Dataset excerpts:
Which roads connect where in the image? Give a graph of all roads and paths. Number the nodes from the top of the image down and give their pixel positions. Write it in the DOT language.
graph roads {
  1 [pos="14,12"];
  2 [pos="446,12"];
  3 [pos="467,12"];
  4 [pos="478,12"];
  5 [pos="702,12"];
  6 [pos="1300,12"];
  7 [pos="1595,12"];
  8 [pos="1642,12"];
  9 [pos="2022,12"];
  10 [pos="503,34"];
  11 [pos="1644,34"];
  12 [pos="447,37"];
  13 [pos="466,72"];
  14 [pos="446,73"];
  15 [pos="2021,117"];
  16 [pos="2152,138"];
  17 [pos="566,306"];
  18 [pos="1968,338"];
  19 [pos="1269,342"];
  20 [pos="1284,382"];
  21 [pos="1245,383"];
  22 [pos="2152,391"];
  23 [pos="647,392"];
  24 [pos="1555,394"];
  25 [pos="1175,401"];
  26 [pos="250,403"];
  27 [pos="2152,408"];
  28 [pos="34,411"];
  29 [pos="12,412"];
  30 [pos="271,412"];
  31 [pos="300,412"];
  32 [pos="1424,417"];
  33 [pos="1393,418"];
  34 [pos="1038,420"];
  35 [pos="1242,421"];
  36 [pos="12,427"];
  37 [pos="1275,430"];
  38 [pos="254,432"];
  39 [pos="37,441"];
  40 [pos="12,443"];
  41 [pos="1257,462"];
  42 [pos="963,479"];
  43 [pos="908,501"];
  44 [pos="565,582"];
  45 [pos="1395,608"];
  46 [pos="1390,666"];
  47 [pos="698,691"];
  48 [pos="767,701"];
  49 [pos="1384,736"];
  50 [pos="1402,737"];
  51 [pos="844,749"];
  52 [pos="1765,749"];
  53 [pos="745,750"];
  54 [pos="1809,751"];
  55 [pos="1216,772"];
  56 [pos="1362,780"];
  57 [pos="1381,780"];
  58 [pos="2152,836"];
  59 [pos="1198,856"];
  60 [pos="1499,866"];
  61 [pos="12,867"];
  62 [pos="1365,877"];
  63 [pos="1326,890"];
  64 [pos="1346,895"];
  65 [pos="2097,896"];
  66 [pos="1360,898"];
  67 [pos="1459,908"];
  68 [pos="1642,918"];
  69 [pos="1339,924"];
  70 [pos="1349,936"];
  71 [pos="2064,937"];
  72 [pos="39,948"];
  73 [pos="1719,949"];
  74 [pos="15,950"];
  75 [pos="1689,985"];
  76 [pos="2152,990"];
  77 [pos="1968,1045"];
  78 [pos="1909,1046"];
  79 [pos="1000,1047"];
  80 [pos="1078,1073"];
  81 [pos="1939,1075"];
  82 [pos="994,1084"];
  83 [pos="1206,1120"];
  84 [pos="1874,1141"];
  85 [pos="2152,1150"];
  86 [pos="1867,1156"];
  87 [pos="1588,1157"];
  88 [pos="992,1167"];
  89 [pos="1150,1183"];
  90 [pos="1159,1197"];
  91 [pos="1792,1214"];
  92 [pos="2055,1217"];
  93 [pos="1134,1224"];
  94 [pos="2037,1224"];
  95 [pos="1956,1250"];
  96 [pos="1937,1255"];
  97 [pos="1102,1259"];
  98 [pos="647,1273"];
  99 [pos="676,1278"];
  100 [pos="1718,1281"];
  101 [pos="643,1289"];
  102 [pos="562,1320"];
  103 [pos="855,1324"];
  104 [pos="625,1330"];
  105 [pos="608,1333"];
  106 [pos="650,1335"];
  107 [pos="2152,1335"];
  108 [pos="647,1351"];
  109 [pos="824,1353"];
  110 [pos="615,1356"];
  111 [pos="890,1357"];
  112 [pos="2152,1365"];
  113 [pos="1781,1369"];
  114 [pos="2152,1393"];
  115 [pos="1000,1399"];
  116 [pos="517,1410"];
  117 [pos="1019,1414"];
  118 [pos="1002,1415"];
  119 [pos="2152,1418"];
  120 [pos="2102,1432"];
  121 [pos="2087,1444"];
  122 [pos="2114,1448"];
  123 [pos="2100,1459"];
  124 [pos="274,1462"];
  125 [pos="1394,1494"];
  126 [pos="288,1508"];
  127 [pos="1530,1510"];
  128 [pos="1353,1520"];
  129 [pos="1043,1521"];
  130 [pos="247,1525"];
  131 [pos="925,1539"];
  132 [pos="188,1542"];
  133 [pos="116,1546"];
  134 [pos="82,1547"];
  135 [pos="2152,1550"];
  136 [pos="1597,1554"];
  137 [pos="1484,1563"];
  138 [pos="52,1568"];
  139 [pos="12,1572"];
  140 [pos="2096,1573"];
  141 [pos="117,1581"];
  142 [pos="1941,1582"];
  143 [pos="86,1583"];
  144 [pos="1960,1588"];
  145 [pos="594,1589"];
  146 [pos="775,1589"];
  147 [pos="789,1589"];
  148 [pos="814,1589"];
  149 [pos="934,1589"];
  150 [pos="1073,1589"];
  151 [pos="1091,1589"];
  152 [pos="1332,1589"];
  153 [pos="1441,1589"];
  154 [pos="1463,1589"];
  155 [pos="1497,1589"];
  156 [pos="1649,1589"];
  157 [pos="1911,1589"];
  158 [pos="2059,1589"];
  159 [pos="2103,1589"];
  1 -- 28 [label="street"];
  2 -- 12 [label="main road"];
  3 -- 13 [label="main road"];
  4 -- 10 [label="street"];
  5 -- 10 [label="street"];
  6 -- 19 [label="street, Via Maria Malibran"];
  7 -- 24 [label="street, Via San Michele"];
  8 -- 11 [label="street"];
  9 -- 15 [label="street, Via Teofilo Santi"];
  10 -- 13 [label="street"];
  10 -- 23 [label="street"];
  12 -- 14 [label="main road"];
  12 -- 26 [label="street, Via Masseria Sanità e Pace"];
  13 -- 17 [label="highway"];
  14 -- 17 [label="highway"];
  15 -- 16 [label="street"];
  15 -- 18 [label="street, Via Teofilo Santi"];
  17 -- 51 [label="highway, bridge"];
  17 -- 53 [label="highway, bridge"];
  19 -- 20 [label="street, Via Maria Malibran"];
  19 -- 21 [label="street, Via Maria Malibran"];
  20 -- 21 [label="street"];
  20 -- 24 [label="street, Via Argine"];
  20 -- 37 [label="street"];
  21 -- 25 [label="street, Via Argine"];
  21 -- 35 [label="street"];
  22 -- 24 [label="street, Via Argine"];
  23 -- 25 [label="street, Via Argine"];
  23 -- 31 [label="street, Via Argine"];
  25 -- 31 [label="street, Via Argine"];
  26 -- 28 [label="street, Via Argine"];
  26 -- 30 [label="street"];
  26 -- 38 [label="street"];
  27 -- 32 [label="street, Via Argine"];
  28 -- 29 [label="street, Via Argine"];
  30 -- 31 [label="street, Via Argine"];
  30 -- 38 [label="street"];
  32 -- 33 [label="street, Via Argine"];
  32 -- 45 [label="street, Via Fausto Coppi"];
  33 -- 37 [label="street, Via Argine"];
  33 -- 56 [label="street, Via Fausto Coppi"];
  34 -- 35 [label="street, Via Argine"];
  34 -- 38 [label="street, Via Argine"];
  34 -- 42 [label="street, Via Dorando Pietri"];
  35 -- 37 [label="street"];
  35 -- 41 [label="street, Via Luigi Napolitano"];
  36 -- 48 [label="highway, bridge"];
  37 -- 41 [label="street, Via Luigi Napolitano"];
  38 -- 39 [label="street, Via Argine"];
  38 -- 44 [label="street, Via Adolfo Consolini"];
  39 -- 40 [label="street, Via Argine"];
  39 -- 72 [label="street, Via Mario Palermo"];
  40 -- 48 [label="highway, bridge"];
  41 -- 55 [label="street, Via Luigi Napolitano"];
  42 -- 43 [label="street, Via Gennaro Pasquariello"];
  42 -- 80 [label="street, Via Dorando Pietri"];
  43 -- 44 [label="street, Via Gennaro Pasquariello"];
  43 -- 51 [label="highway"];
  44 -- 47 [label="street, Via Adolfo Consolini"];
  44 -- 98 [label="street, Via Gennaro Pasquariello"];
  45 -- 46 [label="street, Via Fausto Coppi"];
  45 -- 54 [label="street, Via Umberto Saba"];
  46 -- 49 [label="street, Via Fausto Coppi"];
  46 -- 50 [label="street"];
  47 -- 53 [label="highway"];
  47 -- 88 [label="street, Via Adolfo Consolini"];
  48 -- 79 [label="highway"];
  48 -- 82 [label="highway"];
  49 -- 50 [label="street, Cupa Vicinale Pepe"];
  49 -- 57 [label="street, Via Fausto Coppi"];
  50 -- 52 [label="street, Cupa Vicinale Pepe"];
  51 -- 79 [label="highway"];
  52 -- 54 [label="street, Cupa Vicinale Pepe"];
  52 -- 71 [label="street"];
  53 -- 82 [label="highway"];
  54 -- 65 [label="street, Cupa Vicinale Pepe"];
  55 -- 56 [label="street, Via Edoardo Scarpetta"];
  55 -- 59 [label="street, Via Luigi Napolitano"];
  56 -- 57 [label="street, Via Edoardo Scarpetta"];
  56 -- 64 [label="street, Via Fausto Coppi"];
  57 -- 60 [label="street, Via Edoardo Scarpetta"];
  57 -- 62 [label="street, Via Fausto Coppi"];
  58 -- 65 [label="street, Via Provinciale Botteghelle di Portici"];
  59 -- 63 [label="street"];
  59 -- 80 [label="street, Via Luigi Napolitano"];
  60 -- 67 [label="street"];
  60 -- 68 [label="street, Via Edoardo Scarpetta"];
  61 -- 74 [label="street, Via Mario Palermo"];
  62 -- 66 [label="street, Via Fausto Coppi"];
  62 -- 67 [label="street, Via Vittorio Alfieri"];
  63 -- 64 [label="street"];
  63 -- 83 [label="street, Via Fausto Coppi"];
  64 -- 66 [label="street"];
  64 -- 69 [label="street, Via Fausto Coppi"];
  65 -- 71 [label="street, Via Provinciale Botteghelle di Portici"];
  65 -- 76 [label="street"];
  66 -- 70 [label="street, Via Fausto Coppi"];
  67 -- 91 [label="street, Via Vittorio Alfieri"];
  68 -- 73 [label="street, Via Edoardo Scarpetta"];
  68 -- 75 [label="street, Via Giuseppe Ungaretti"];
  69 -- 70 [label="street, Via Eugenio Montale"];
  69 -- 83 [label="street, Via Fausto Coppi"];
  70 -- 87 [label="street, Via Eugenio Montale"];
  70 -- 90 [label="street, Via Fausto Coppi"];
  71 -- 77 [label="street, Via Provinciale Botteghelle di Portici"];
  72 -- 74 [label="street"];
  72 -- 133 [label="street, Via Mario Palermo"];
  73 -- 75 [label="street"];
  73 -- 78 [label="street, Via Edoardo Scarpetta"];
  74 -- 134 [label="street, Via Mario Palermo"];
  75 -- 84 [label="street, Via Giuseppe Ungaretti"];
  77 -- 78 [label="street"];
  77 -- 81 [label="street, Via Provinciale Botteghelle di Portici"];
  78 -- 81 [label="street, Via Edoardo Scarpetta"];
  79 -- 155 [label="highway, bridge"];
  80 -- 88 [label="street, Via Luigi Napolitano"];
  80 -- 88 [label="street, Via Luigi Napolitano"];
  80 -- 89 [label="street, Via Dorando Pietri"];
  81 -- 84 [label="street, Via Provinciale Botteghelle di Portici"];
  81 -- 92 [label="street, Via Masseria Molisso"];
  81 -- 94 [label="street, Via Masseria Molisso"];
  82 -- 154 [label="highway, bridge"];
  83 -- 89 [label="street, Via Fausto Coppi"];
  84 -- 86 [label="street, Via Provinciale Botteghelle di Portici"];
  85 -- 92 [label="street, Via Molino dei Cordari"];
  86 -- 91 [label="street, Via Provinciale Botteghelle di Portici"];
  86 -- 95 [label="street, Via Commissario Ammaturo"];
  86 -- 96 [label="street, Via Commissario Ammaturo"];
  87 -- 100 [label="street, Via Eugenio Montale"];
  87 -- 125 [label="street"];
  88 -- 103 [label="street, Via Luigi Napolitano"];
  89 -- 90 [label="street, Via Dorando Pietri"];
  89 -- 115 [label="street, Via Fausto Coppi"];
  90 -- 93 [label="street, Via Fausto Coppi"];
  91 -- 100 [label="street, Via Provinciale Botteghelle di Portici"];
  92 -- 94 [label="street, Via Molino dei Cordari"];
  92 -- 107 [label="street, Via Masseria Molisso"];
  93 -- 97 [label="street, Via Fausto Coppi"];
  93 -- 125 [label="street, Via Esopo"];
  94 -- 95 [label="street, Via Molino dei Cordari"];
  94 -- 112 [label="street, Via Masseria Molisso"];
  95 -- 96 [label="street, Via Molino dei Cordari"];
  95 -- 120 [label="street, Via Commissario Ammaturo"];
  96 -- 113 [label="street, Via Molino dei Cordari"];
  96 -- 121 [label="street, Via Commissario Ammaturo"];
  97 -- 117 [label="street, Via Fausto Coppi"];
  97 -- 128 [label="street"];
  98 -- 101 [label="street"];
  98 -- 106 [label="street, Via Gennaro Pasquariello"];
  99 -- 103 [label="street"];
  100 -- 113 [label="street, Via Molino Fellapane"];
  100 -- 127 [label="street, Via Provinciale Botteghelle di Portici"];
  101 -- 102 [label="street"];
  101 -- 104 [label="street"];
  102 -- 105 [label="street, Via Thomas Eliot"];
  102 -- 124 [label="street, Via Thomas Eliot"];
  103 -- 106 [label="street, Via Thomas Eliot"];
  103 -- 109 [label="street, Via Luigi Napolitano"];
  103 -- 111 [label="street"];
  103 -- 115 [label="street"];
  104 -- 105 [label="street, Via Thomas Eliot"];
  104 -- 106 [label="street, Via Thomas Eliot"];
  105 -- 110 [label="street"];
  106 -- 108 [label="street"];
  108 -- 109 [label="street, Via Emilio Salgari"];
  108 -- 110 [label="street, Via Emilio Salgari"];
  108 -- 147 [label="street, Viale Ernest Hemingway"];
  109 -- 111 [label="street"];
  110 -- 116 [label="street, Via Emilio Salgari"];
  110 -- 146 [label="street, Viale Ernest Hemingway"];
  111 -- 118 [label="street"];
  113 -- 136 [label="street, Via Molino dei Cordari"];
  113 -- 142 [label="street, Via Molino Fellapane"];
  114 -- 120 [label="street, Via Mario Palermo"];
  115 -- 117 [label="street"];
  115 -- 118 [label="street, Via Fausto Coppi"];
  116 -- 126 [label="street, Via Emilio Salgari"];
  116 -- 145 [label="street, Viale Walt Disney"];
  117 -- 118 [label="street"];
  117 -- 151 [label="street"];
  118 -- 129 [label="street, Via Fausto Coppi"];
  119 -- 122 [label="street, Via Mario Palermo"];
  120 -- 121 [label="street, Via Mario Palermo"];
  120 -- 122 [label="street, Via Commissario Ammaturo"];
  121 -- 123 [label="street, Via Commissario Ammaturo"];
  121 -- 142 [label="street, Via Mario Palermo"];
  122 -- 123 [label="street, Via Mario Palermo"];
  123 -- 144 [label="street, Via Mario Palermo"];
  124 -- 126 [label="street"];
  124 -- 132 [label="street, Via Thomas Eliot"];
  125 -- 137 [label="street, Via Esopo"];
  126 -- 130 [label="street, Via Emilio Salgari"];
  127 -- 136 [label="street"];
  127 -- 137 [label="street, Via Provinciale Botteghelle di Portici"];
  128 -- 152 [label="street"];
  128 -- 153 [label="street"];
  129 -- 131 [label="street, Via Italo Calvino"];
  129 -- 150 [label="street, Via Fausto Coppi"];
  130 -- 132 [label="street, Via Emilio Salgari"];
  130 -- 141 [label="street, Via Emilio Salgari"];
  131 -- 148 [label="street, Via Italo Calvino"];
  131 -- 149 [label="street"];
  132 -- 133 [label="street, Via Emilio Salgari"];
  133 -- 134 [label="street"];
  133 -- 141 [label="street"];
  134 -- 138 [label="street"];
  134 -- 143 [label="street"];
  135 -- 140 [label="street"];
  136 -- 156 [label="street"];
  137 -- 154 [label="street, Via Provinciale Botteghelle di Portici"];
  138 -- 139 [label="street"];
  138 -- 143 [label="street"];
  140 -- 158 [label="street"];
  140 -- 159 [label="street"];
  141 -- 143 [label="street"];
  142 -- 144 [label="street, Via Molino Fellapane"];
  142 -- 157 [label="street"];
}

> _TASK INSTRUCTIONS_
Only lines holding the word "roads" belong in the answer; copy all of them from the records.

> _WRITTEN REPLY_
Which roads connect where in the image? Give a graph of all roads and paths. Number the nodes from the top of the image down and give their pixel positions. Write it in the DOT language.
graph roads {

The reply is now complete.